Frederick Newton

Personal information
- Full name: Frederick Arthur Newton
- Born: 16 September 1890 Denaby, Yorkshire, England
- Died: 8 August 1924 (aged 33) Warsop, Nottinghamshire, England
- Batting: Right-handed
- Bowling: Leg-break
- Relations: Frank Newton (brother)

Domestic team information
- 1909–1919: Derbyshire
- FC debut: 26 July 1909 Derbyshire v Northamptonshire
- Last FC: 19 May 1919 Derbyshire v Lancashire

Career statistics
| Competition | First-class |
| Matches | 20 |
| Runs scored | 422 |
| Batting average | 13.61 |
| 100s/50s | 0/1 |
| Top score | 87 |
| Balls bowled | 12 |
| Wickets | 0 |
| Bowling average | – |
| 5 wickets in innings | – |
| 10 wickets in match | – |
| Best bowling | – |
| Catches/stumpings | 7/– |
- Source: CricketArchive, July 2012

= Frederick Newton (cricketer) =

English cricketer

Frederick Arthur Newton (16 September 1890 - 8 August 1924) was an English cricketer who played first-class cricket for Derbyshire between 1909 and 1919.

Newton was born at Denaby Main, Yorkshire. He was an all-round sportsman and played twice as goalkeeper for Chesterfield F.C. in 1905/6 and 1906/7, and later played football for Whitwell St Lawrence. He made his cricket debut for Derbyshire in the 1909 season in July against Northamptonshire when he made 30 in his first innings. He only played one more match that season. In the 1910 season he played a dozen matches. Against Warwickshire he achieved his best first-class score of 87 in the first innings. In the second innings of this match Arnold Warren and John Chapman achieved a record 9th wicket stand. Newton played two games in the 1911 season, three in the 1912 season and a final game in the 1919 season.

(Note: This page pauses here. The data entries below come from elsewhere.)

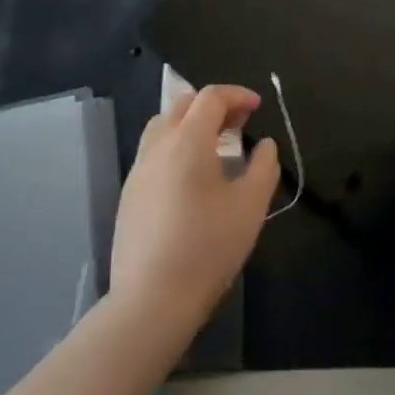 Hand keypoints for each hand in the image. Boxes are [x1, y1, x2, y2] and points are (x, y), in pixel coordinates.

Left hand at [110, 85, 279, 335]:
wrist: (151, 299)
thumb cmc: (208, 248)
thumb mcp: (250, 207)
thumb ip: (264, 167)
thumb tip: (265, 145)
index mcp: (188, 141)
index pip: (210, 97)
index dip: (237, 95)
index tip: (257, 107)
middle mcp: (158, 145)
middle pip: (183, 104)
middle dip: (214, 105)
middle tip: (239, 123)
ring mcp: (138, 169)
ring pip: (163, 125)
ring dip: (190, 123)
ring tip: (214, 145)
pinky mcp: (129, 193)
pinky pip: (153, 151)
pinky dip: (175, 145)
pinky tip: (190, 176)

Newton was a right-hand batsman and played 37 innings in 20 first-class matches with an average of 13.61 and a top score of 87. He was a leg-break bowler and bowled two overs for the loss of 21 runs without taking a wicket.

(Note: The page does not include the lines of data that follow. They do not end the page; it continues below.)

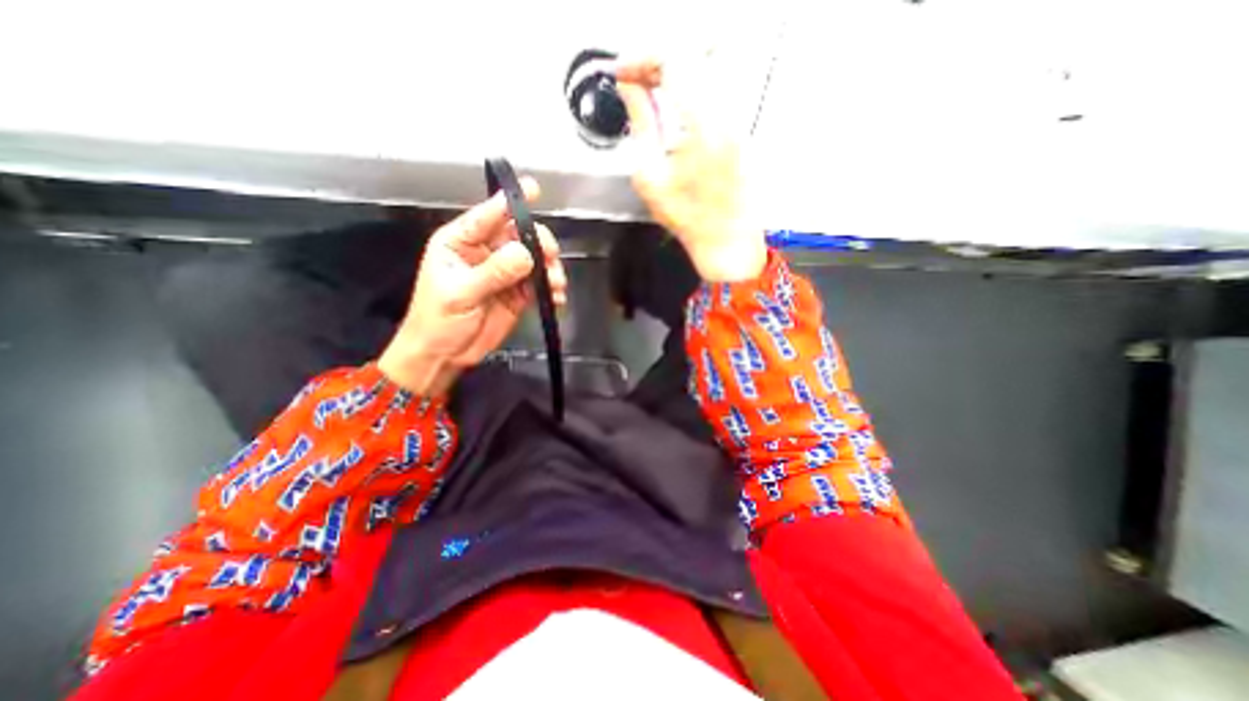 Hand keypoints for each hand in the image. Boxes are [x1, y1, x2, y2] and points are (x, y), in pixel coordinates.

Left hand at [371, 180, 564, 397]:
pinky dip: (551, 288)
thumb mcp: (461, 293)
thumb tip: (525, 253)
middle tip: (551, 258)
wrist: (445, 355)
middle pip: (519, 235)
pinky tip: (556, 298)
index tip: (534, 190)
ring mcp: (504, 273)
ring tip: (555, 284)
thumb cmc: (439, 320)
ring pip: (534, 258)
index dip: (510, 202)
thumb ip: (493, 272)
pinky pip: (540, 283)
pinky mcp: (518, 293)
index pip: (487, 215)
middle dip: (539, 243)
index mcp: (461, 242)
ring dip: (549, 268)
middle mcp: (485, 252)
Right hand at [617, 57, 770, 280]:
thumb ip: (640, 124)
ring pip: (704, 71)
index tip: (622, 73)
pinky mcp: (740, 128)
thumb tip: (629, 89)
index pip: (671, 62)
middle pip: (690, 58)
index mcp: (700, 124)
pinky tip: (673, 107)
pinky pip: (714, 91)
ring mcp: (737, 118)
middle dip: (655, 63)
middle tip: (632, 81)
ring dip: (673, 74)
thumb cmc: (687, 218)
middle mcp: (725, 112)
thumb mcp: (650, 175)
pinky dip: (689, 89)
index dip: (641, 60)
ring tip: (648, 92)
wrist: (725, 239)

Newton was killed by a roof fall at the Staveley Coal and Iron Company's Warsop Main Colliery, Nottinghamshire at the age of 33.

Newton's elder brother known as Frank Newton played centre forward for Chesterfield FC on 98 occasions, and scored 23 goals from 1902 to 1905. He played for four other clubs and also played internationally for Wales.